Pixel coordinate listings
=-=-=

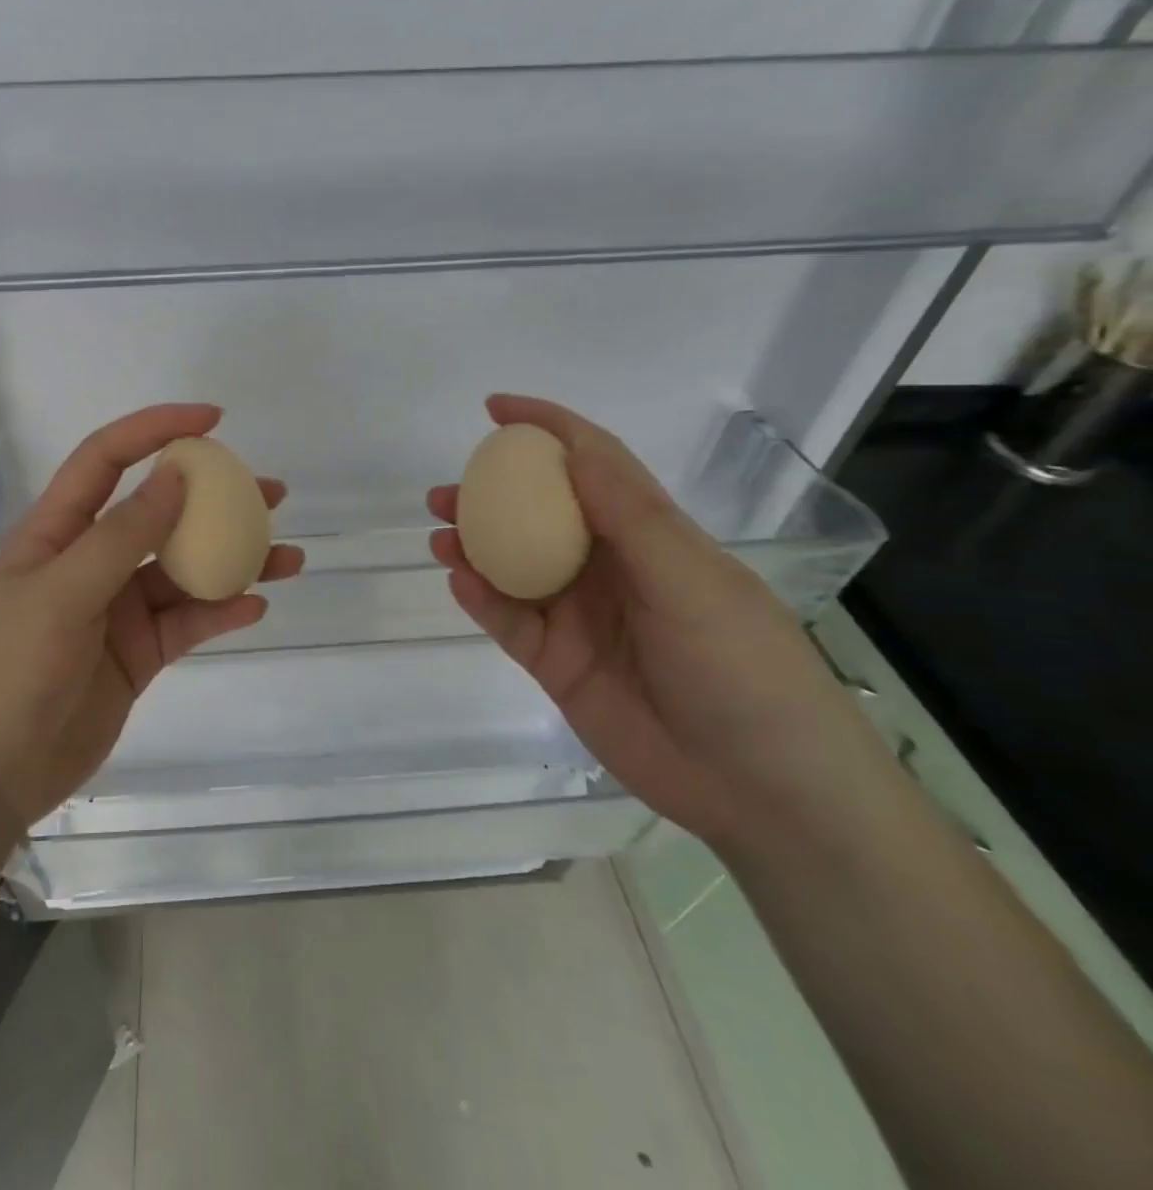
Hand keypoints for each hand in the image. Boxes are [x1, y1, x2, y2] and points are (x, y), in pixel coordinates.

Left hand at [0, 404, 303, 832]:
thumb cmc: (4, 673)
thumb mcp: (59, 595)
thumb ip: (120, 537)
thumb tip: (175, 476)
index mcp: (56, 533)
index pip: (106, 460)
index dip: (155, 430)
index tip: (213, 421)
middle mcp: (88, 563)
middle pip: (157, 514)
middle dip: (212, 497)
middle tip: (271, 492)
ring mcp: (114, 612)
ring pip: (182, 572)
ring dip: (231, 560)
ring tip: (287, 554)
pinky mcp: (135, 656)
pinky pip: (185, 624)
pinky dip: (219, 613)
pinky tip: (256, 605)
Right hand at [428, 395, 895, 852]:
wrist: (760, 790)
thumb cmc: (743, 668)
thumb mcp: (692, 581)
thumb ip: (628, 516)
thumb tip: (572, 448)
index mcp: (650, 536)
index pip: (593, 464)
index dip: (547, 429)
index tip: (496, 410)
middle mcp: (608, 568)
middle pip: (538, 515)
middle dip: (491, 494)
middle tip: (446, 490)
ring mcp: (578, 616)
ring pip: (513, 567)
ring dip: (474, 545)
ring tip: (439, 532)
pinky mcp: (556, 662)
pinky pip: (508, 620)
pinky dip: (481, 599)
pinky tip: (460, 581)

=-=-=

* _Task details_
Please report every line of the records above that contains the word "hand".

* _Task answer_
Hand keypoints for each hand in the image. Boxes are [x1, y1, x2, y2] and points are (x, y), in pixel coordinates.
Left hand at [0, 404, 303, 832]:
Right hand at [428, 395, 895, 852]:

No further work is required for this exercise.